## WHAT YOU HAVE TO DO
Retype each entry below exactly as it stands.

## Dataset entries
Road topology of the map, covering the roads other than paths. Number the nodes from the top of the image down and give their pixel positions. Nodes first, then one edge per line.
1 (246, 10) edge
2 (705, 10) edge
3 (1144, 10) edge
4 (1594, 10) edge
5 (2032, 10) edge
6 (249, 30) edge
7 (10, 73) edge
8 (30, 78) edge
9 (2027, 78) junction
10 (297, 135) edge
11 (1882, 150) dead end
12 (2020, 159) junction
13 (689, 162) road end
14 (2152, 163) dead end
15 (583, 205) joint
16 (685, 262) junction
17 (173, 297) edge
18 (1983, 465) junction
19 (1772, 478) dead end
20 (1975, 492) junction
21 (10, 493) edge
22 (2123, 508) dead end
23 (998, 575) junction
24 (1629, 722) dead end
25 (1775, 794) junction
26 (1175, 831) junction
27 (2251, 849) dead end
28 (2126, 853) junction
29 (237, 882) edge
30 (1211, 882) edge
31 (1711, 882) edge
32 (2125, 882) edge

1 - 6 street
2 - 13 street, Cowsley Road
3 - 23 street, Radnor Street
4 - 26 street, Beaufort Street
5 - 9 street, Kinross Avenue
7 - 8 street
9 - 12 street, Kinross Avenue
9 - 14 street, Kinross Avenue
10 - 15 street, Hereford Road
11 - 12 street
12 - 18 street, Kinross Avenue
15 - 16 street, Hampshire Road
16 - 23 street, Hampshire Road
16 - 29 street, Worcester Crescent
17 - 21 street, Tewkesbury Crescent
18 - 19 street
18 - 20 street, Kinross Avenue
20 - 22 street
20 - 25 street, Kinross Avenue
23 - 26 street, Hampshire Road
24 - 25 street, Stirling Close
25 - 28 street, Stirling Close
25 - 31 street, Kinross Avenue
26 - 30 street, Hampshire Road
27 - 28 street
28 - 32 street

## EXERCISE RESULT
Road topology of the map, covering the roads other than paths. Number the nodes from the top of the image down and give their pixel positions. Nodes first, then one edge per line.
1 (246, 10) edge
2 (705, 10) edge
3 (1144, 10) edge
4 (1594, 10) edge
5 (2032, 10) edge
6 (249, 30) edge
7 (10, 73) edge
8 (30, 78) edge
9 (2027, 78) junction
10 (297, 135) edge
11 (1882, 150) dead end
12 (2020, 159) junction
13 (689, 162) road end
14 (2152, 163) dead end
15 (583, 205) joint
16 (685, 262) junction
17 (173, 297) edge
18 (1983, 465) junction
19 (1772, 478) dead end
20 (1975, 492) junction
21 (10, 493) edge
22 (2123, 508) dead end
23 (998, 575) junction
24 (1629, 722) dead end
25 (1775, 794) junction
26 (1175, 831) junction
27 (2251, 849) dead end
28 (2126, 853) junction
29 (237, 882) edge
30 (1211, 882) edge
31 (1711, 882) edge
32 (2125, 882) edge

1 - 6 street
2 - 13 street, Cowsley Road
3 - 23 street, Radnor Street
4 - 26 street, Beaufort Street
5 - 9 street, Kinross Avenue
7 - 8 street
9 - 12 street, Kinross Avenue
9 - 14 street, Kinross Avenue
10 - 15 street, Hereford Road
11 - 12 street
12 - 18 street, Kinross Avenue
15 - 16 street, Hampshire Road
16 - 23 street, Hampshire Road
16 - 29 street, Worcester Crescent
17 - 21 street, Tewkesbury Crescent
18 - 19 street
18 - 20 street, Kinross Avenue
20 - 22 street
20 - 25 street, Kinross Avenue
23 - 26 street, Hampshire Road
24 - 25 street, Stirling Close
25 - 28 street, Stirling Close
25 - 31 street, Kinross Avenue
26 - 30 street, Hampshire Road
27 - 28 street
28 - 32 street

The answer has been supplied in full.